[C++-sig] Re: Boost.Python not resolving overloads

David Abrahams dave at boost-consulting.com
Tue Sep 23 01:11:48 CEST 2003


"Niall Douglas" <s_sourceforge at nedprod.com> writes:

> On 20 Sep 2003 at 23:42, David Abrahams wrote:
>
>> > Might it be an idea in the name of flexibility that boost.python
>> > marks mixed static and non-static functions and tries matching the
>> > static one first. If that fails, then it makes the first parameter
>> > "self" and tries again.
>> 
>> It *might* be an idea.  If you can figure out how to make it work,
>> I'll be glad to review your patch.  From what I know about descriptors
>> and how method binding works, though, I bet it's nontrivial.
>
> <groan> I had an awful feeling you might say that.
>
> Ok, tell me this: is function::call() the right place to alter? 

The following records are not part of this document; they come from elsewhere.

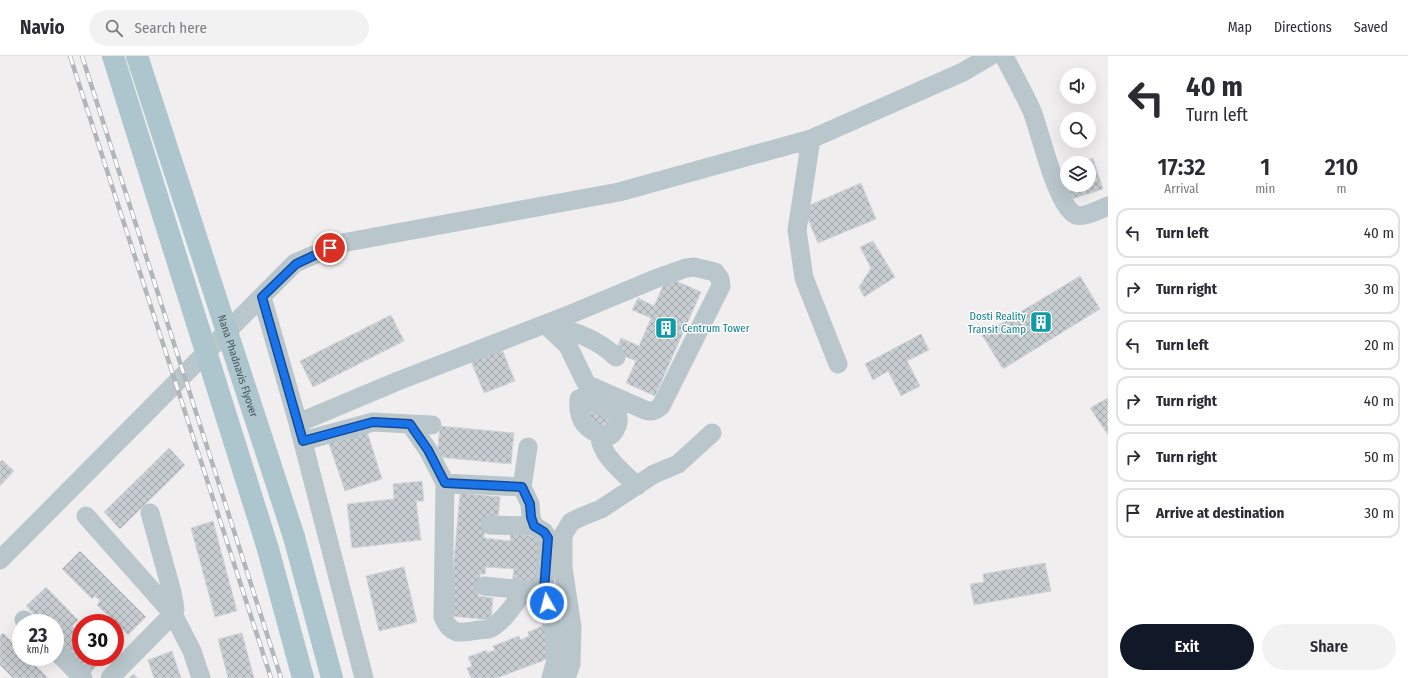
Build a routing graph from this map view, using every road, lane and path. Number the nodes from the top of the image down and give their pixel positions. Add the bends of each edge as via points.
1 (113, 56) edge
2 (137, 56) edge
3 (990, 56) edge
4 (1004, 56) edge
5 (811, 139) junction
6 (1108, 206) edge
7 (262, 297) junction
8 (545, 324) junction
9 (616, 357) dead end
10 (838, 364) dead end
11 (410, 424) junction
12 (432, 425) dead end
13 (300, 432) junction
14 (712, 433) dead end
15 (604, 442) dead end
16 (528, 447) dead end
17 (445, 483) junction
18 (637, 486) junction
19 (522, 487) junction
20 (150, 513) dead end
21 (86, 516) dead end
22 (490, 525) dead end
23 (534, 526) junction
24 (0, 560) edge
25 (484, 586) dead end
26 (535, 590) junction
27 (173, 614) junction
28 (64, 659) edge
29 (83, 678) edge
30 (110, 678) edge
31 (201, 678) edge
32 (303, 678) edge
33 (332, 678) edge
34 (364, 678) edge
35 (551, 678) edge
36 (566, 678) edge

1 - 32 main road, bridge via 268,549
2 - 33 main road, Nana Phadnavis Flyover, bridge via 294,537
3 - 5 street via 963,72
4 - 6 street via 1031,109 1056,184 1068,208 1076,215 1084,215
5 - 7 street via 619,192 342,242 296,264
5 - 10 street via 797,230 804,278
7 - 13 street
7 - 24 street
8 - 8 street via 686,268 694,267 715,272 720,279 721,286 656,410 645,410 588,385 568,346
8 - 9 street via 574,331 606,347
8 - 13 street via 398,381
11 - 12 street
11 - 13 street via 373,422
11 - 17 street via 428,450
13 - 34 street
14 - 18 street via 678,464 654,474
15 - 18 street
16 - 19 street
17 - 19 street
17 - 26 street via 443,617 447,627 455,632 464,633 492,628
18 - 36 street via 601,509 571,522 563,535 563,568 572,627 571,664
19 - 23 street via 530,504
20 - 27 street via 172,592 175,609
21 - 27 street
22 - 23 street
23 - 26 street via 548,538
25 - 26 street
26 - 35 street via 556,641 556,660
27 - 30 street
27 - 31 street via 192,651
28 - 29 street

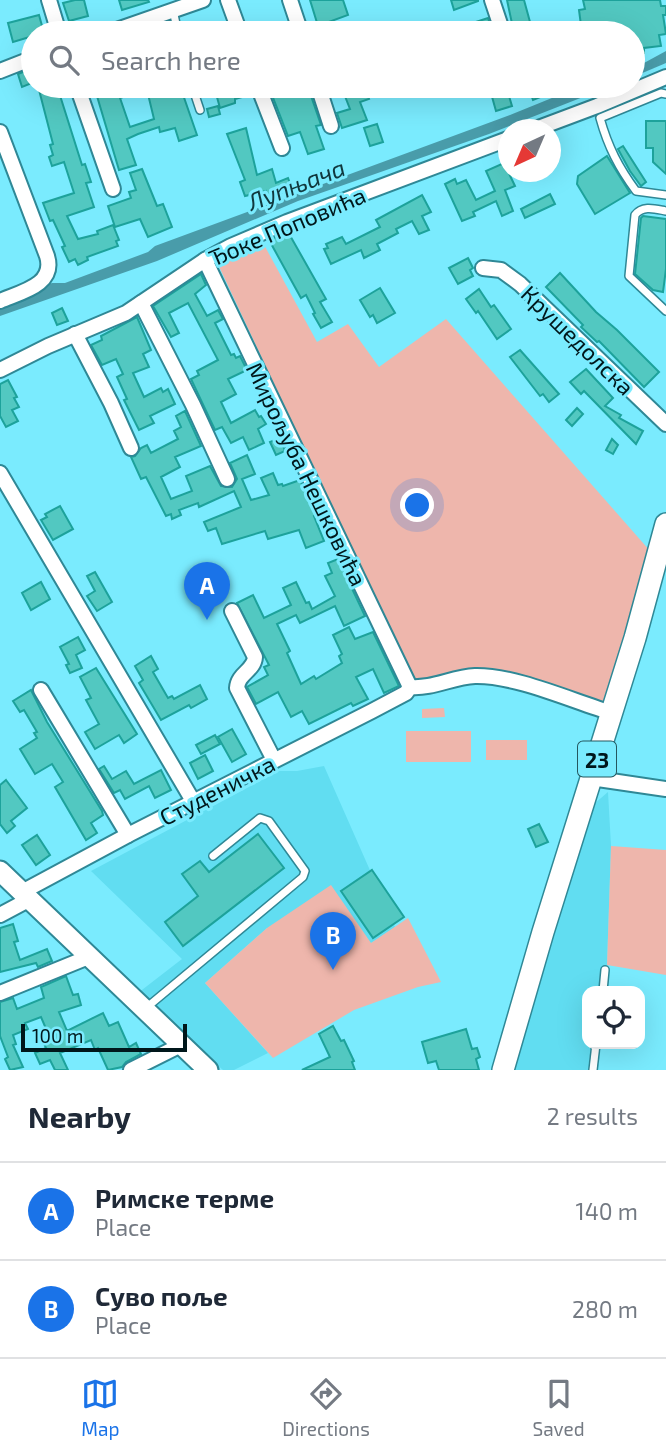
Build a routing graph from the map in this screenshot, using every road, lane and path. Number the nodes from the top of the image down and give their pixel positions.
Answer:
1 (49, 0) edge
2 (203, 0) edge
3 (228, 0) edge
4 (290, 0) edge
5 (492, 0) edge
6 (173, 10) junction
7 (55, 21) edge
8 (142, 21) edge
9 (175, 21) edge
10 (236, 21) edge
11 (297, 21) edge
12 (499, 21) edge
13 (21, 63) edge
14 (0, 71) edge
15 (666, 77) edge
16 (645, 86) edge
17 (666, 94) edge
18 (81, 98) edge
19 (196, 98) edge
20 (263, 98) edge
21 (322, 98) edge
22 (616, 98) edge
23 (200, 110) dead end
24 (561, 120) edge
25 (331, 126) dead end
26 (0, 132) edge
27 (498, 143) edge
28 (282, 148) dead end
29 (113, 189) dead end
30 (666, 195) edge
31 (666, 211) edge
32 (205, 260) junction
33 (483, 268) dead end
34 (0, 300) edge
35 (141, 303) junction
36 (666, 311) edge
37 (75, 334) junction
38 (0, 370) edge
39 (666, 424) edge
40 (131, 448) dead end
41 (0, 473) edge
42 (227, 480) dead end
43 (666, 524) edge
44 (232, 611) dead end
45 (410, 687) junction
46 (41, 690) dead end
47 (612, 713) junction
48 (274, 760) junction
49 (591, 778) junction
50 (666, 789) edge
51 (193, 801) junction
52 (128, 835) junction
53 (213, 856) dead end
54 (0, 871) edge
55 (26, 895) junction
56 (0, 915) edge
57 (91, 956) junction
58 (606, 970) dead end
59 (604, 986) edge
60 (0, 993) edge
61 (145, 1009) junction
62 (181, 1045) junction
63 (595, 1049) edge
64 (131, 1070) edge
65 (208, 1070) edge
66 (503, 1070) edge
67 (593, 1070) edge

1 - 7 street
2 - 6 street
3 - 10 street
4 - 11 street
5 - 12 street
6 - 8 street
6 - 9 lane
13 - 14 street
15 - 16 street
17 - 30 lane
18 - 29 street
19 - 23 lane
20 - 28 street
21 - 25 street
22 - 24 street
26 - 34 street
27 - 32 street, Ђоке Поповића
31 - 36 lane
32 - 35 street, Ђоке Поповића
32 - 45 street, Мирољуба Нешковића
33 - 39 street, Крушедолска
35 - 37 street, Ђоке Поповића
35 - 42 street
37 - 38 street, Ђоке Поповића
37 - 40 street
41 - 51 street
43 - 47 main road, 23
44 - 48 street
45 - 47 street
45 - 48 street, Студеничка
46 - 52 street
47 - 49 main road, 23
48 - 51 street, Студеничка
49 - 50 street
49 - 66 main road, 23
51 - 52 street, Студеничка
52 - 55 street, Студеничка
53 - 61 lane
54 - 55 main road
55 - 56 street, Студеничка
55 - 57 main road
57 - 60 street
57 - 61 main road
58 - 59 lane
61 - 62 main road
62 - 64 street
62 - 65 main road
63 - 67 lane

If I knew what the right place to alter was, I would probably think
it's easy.  I don't.  I don't think you could do it correctly just by
making changes in function::call.

> If so, it would appear to me to be trivial - just insert the object
> instance as the first parameter if all else fails.

That is *not* the right fix.  A regular member function with signature

     void (A::*)(A&, int);

might inadvertently be called via

     >>> A().f(3)

without issuing an error.  Errors are good.  If you want the
library/language to guess at what you meant when you screw up instead
of telling you what went wrong, you should be using Perl, not Python.

> As for adding knowledge if there are mixed static and non-static 
> methods, well, as I've said before in here I really don't understand 
> most of Boost.Python. I would imagine though that just altering the 
> parameter matching loop wouldn't cause any existing code to break - 
> so it should be okay?

Not a chance, sorry.

I'll tell you what.  Why don't you start by writing a doctest case
which would succeed only with your proposed feature, and also includes
calls like my example above that should fail overload resolution.  We
can look that over, and if it's acceptable to me, you can try to
write a patch which makes the tests pass.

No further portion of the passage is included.